ABOUT THIS EXERCISE → Give again, word for word, only the lines of the material below from its first line through the one that holds "Turn all roads"; pictures stay out.

DATASET →
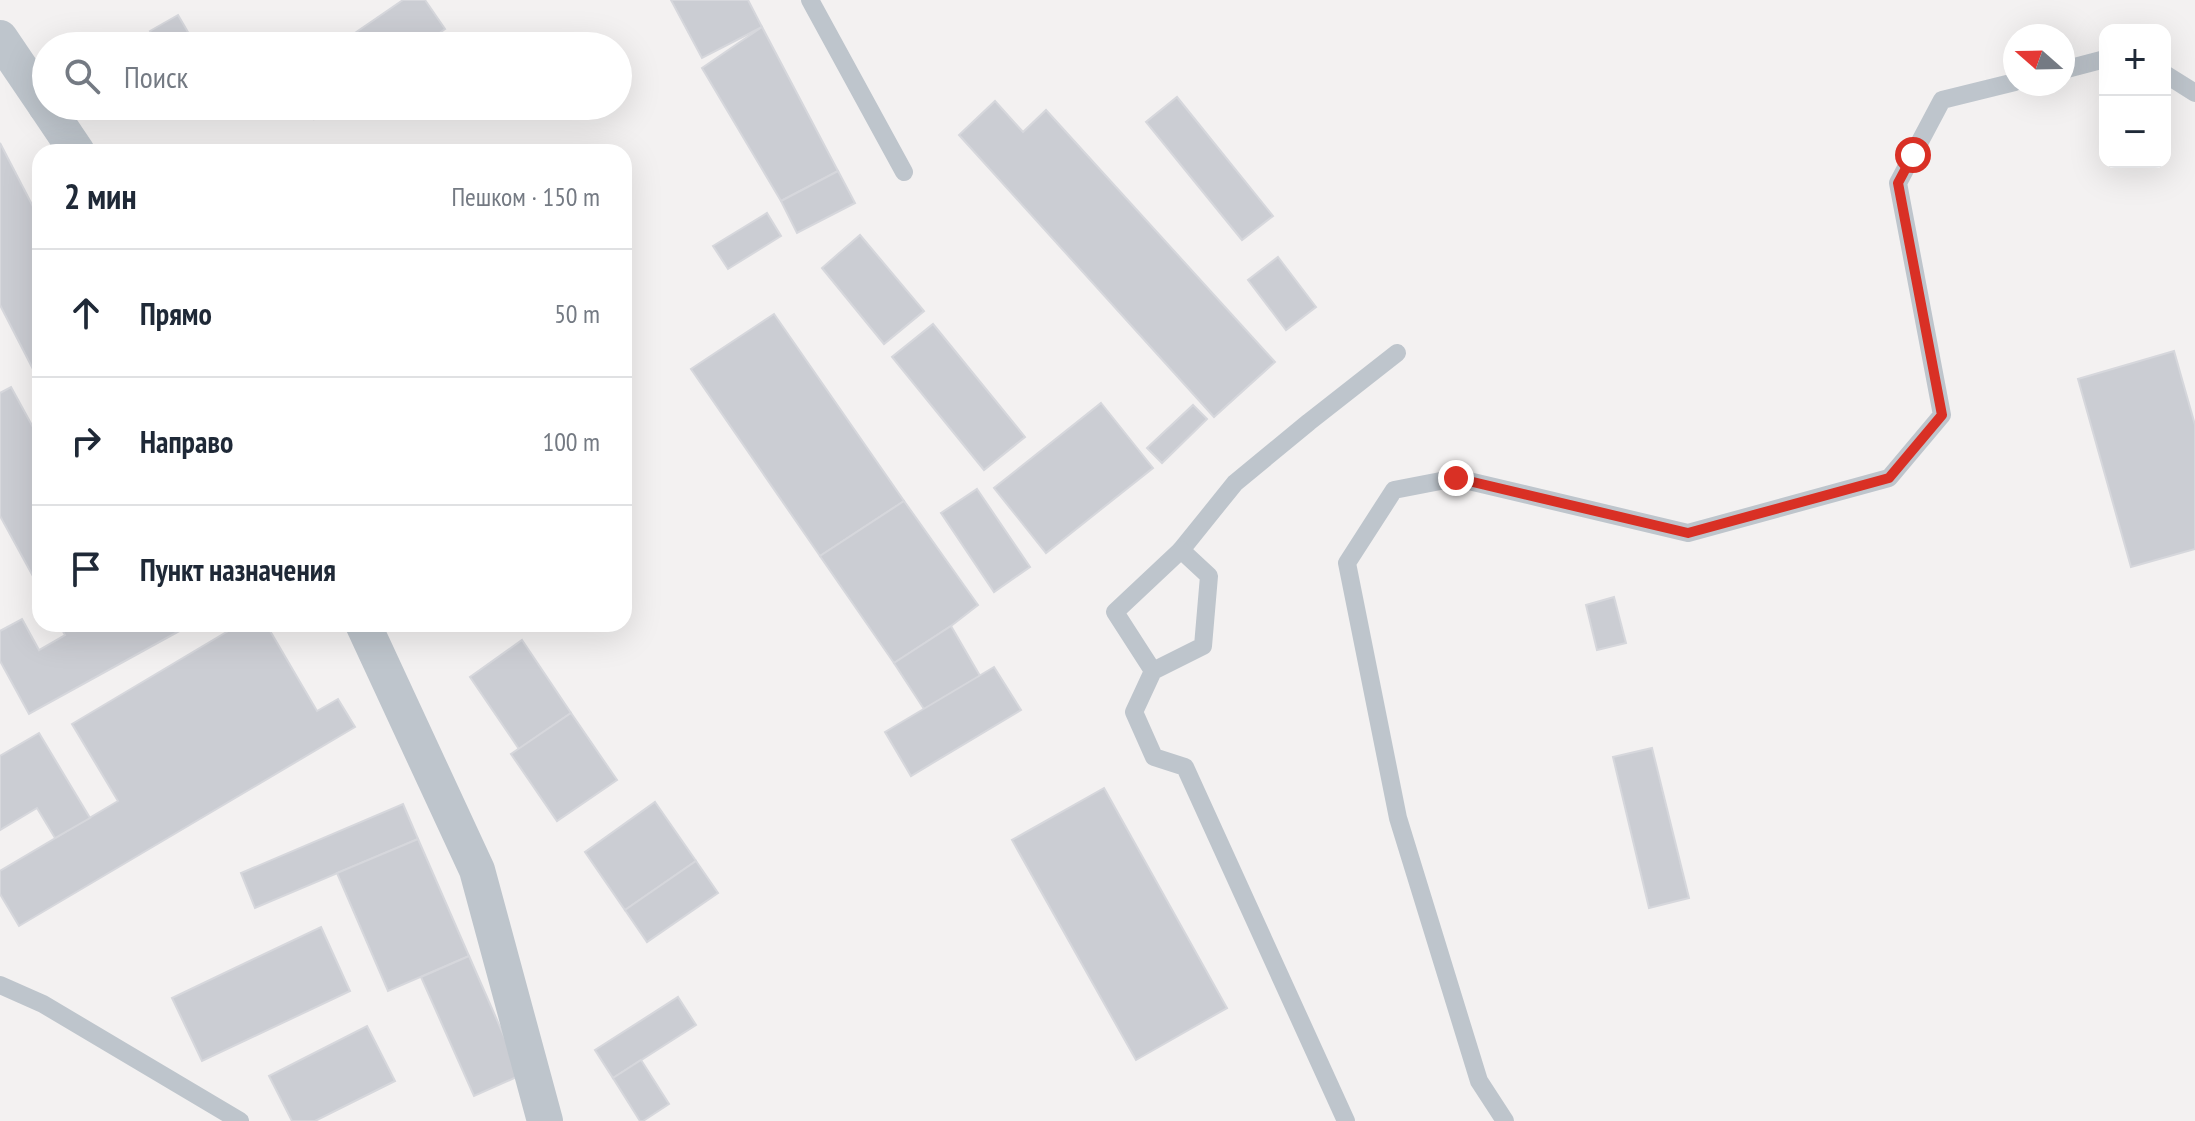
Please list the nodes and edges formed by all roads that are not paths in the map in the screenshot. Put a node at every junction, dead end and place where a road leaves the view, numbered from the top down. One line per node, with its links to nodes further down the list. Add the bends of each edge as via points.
1 (810, 0): 11 (lane)
2 (0, 38): 6 (street)
3 (2099, 61): 4 (lane)
4 (2075, 67)
5 (2171, 78): 8 (lane)
6 (32, 85)
7 (2003, 85): 20 (lane, via 1942,100 1898,183 1942,415 1889,478 1688,533 1456,478 1394,490 1347,563 1398,818 1479,1081)
8 (2195, 93)
9 (55, 120): 10 (street)
10 (72, 144)
11 (904, 172)
12 (1397, 353): 13 (lane, via 1235,483)
13 (1181, 550): 15 (lane, via 1115,612); 15 (lane, via 1209,576 1203,646)
14 (367, 632): 18 (street, via 477,870)
15 (1153, 671): 19 (lane, via 1134,712 1154,757 1185,767)
16 (0, 985): 17 (lane, via 43,1004)
17 (240, 1121)
18 (545, 1121)
19 (1346, 1121)
20 (1505, 1121)

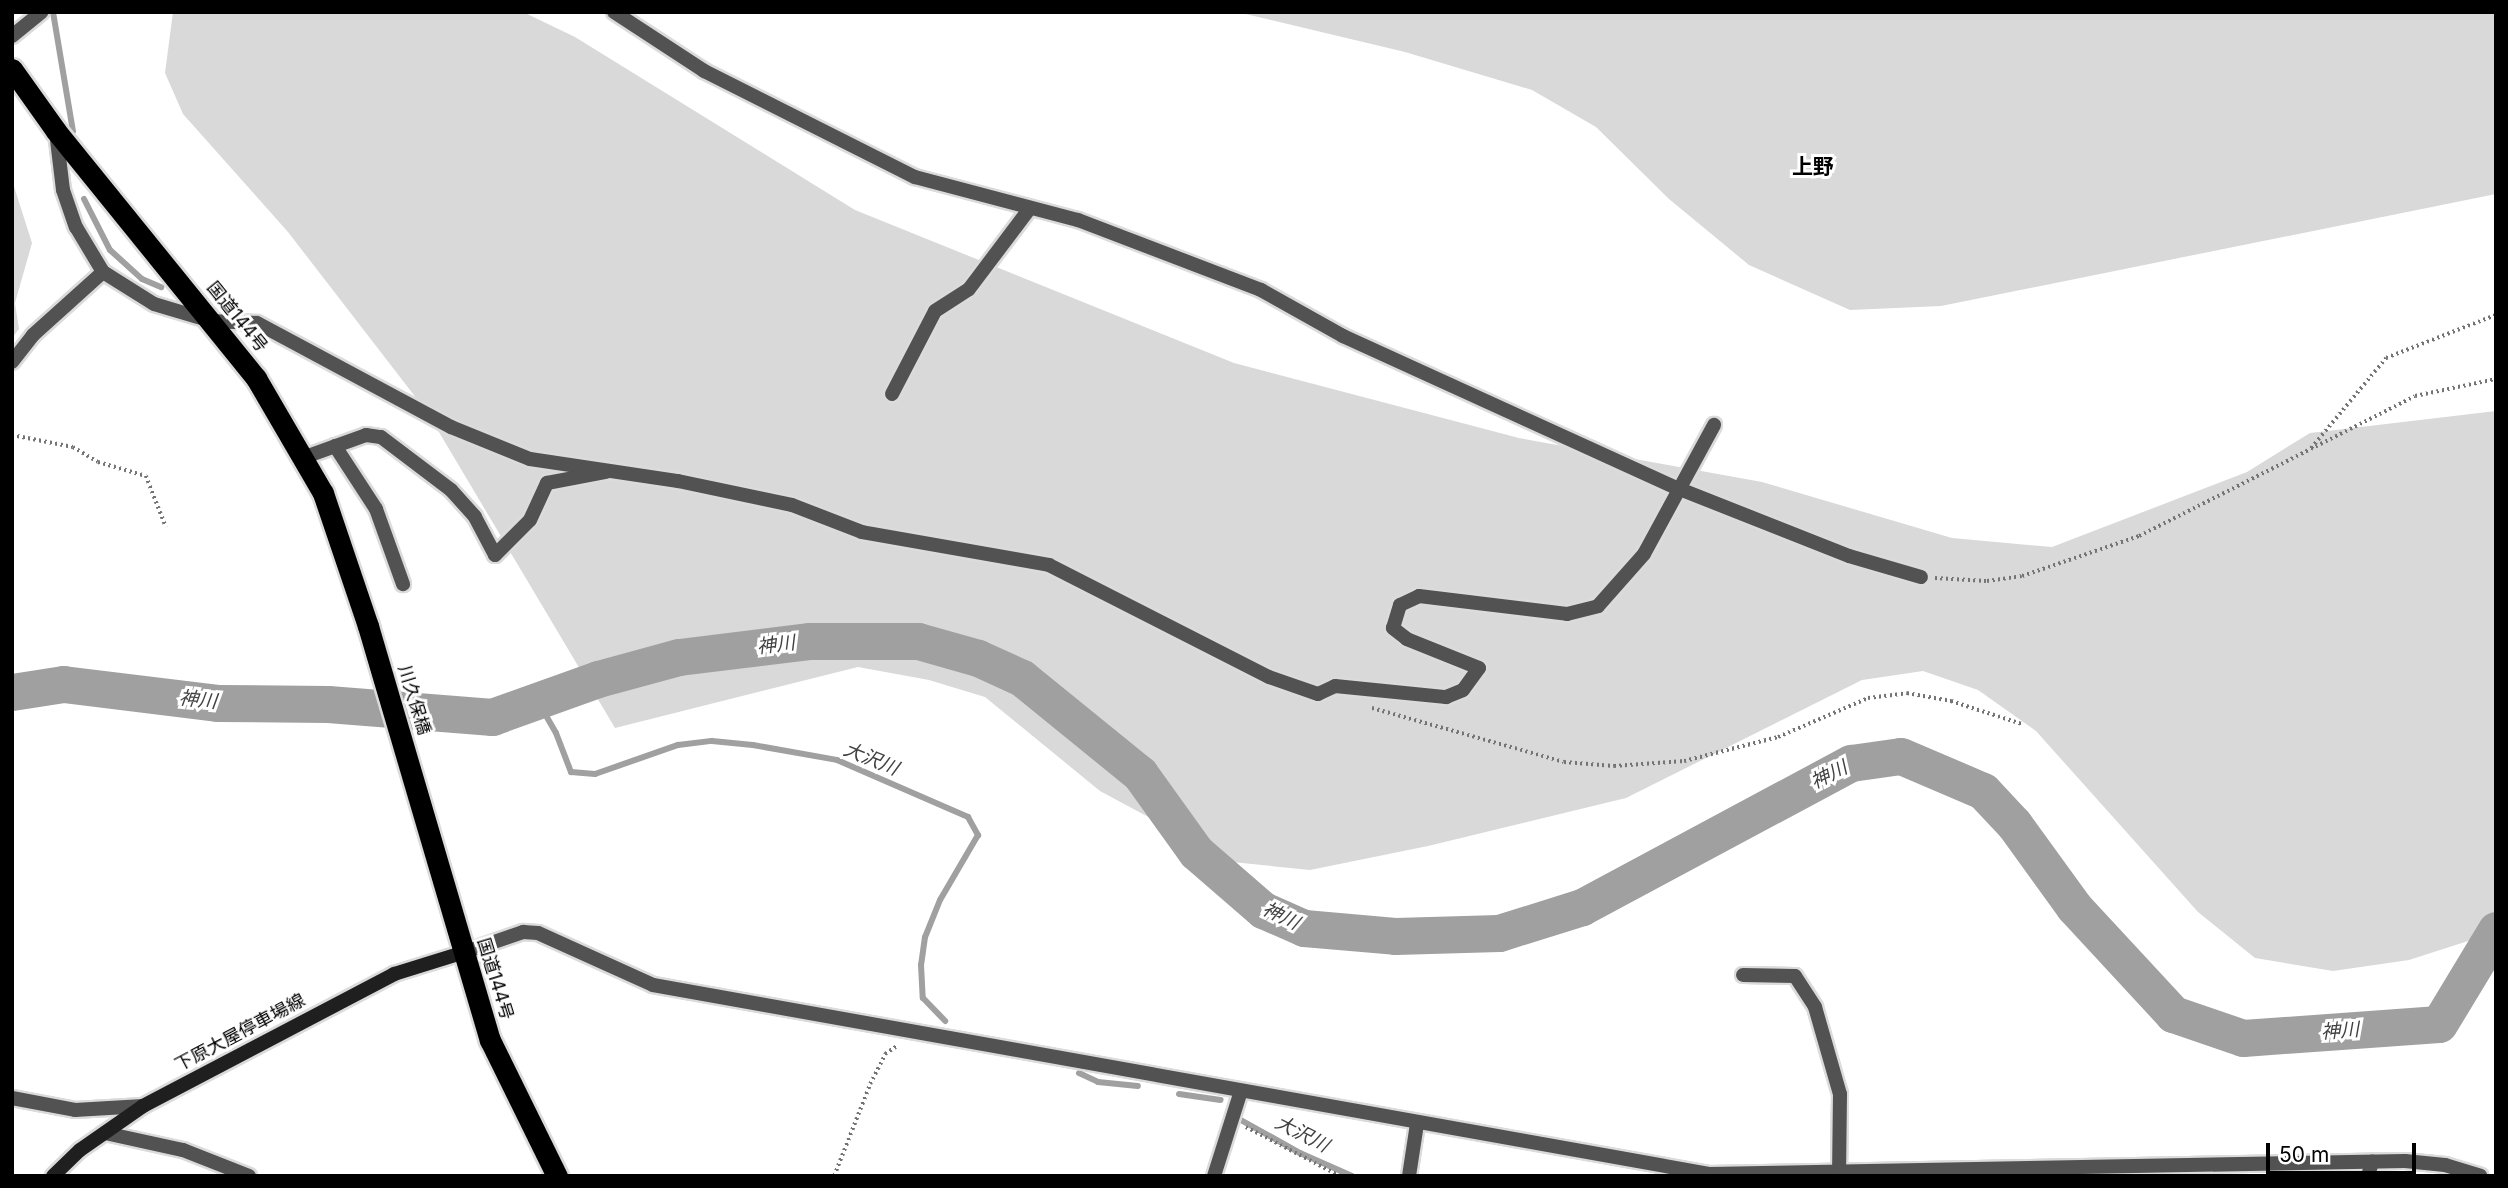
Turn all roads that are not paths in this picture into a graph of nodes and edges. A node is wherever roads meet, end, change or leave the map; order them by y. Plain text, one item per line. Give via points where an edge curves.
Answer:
1 (43, 12) edge
2 (614, 12) edge
3 (12, 36) edge
4 (12, 69) edge
5 (56, 131) junction
6 (1030, 208) junction
7 (103, 272) junction
8 (211, 321) junction
9 (12, 362) edge
10 (892, 394) dead end
11 (1714, 425) dead end
12 (335, 446) junction
13 (305, 457) junction
14 (616, 470) junction
15 (1678, 488) junction
16 (1921, 577) road end
17 (403, 584) dead end
18 (368, 626) joint
19 (416, 786) joint
20 (462, 953) junction
21 (1743, 975) dead end
22 (1241, 1091) junction
23 (12, 1098) edge
24 (143, 1106) junction
25 (1416, 1124) junction
26 (105, 1133) junction
27 (2370, 1169) edge
28 (1839, 1173) junction
29 (1822, 1175) edge
30 (53, 1176) edge
31 (249, 1176) edge
32 (557, 1176) edge
33 (1214, 1176) edge
34 (1409, 1176) edge
35 (2480, 1176) edge

1 - 3 street
2 - 6 street via 704,71 915,177
4 - 5 highway, 国道144号
5 - 7 street via 63,190 76,227
5 - 8 highway, 国道144号
6 - 10 street via 969,289 935,311
6 - 15 street via 1079,220 1261,290 1343,336
7 - 8 street via 154,304
7 - 9 street via 33,335
8 - 13 highway, 国道144号 via 256,378
8 - 14 street via 257,323 493,447 530,459
11 - 15 street
12 - 13 street
12 - 14 street via 366,435 381,437 451,490 475,517 495,555 530,520 547,483
12 - 17 street via 376,509
13 - 18 highway, 国道144号 via 323,493
14 - 15 street via 792,505 863,532 1049,565 1269,677 1318,694 1335,685 1446,697 1463,690 1479,668 1407,639 1393,628 1400,605 1419,596 1567,614 1598,606 1644,554
15 - 16 street via 1849,556
18 - 19 highway, 川久保橋
19 - 20 highway, 国道144号
20 - 22 street via 523,932 538,933 653,985
20 - 24 main road, 下原大屋停車場線 via 394,974
20 - 32 highway, 国道144号 via 510,1087
21 - 28 street via 1795,976 1815,1007 1840,1094
22 - 25 street
22 - 33 street
23 - 24 street via 75,1110
24 - 26 main road, 下原大屋停車場線
25 - 29 street via 1710,1174
25 - 34 street
26 - 30 main road, 下原大屋停車場線
26 - 31 street via 183,1150
27 - 28 street
27 - 35 street via 2445,1164
28 - 29 street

WRITTEN ANSWER →
Please list the nodes and edges formed by all roads that are not paths in the map in the screenshot. Put a node at every junction, dead end and place where a road leaves the view, numbered from the top down. One line per node, with its links to nodes further down the list. Add the bends of each edge as via points.
1 (810, 0): 11 (lane)
2 (0, 38): 6 (street)
3 (2099, 61): 4 (lane)
4 (2075, 67)
5 (2171, 78): 8 (lane)
6 (32, 85)
7 (2003, 85): 20 (lane, via 1942,100 1898,183 1942,415 1889,478 1688,533 1456,478 1394,490 1347,563 1398,818 1479,1081)
8 (2195, 93)
9 (55, 120): 10 (street)
10 (72, 144)
11 (904, 172)
12 (1397, 353): 13 (lane, via 1235,483)
13 (1181, 550): 15 (lane, via 1115,612); 15 (lane, via 1209,576 1203,646)
14 (367, 632): 18 (street, via 477,870)
15 (1153, 671): 19 (lane, via 1134,712 1154,757 1185,767)
16 (0, 985): 17 (lane, via 43,1004)
17 (240, 1121)
18 (545, 1121)
19 (1346, 1121)
20 (1505, 1121)

Turn all roads that are not paths in this picture into a graph of nodes and edges. A node is wherever roads meet, end, change or leave the map; order them by y. Plain text, one item per line. Give via points where an edge curves.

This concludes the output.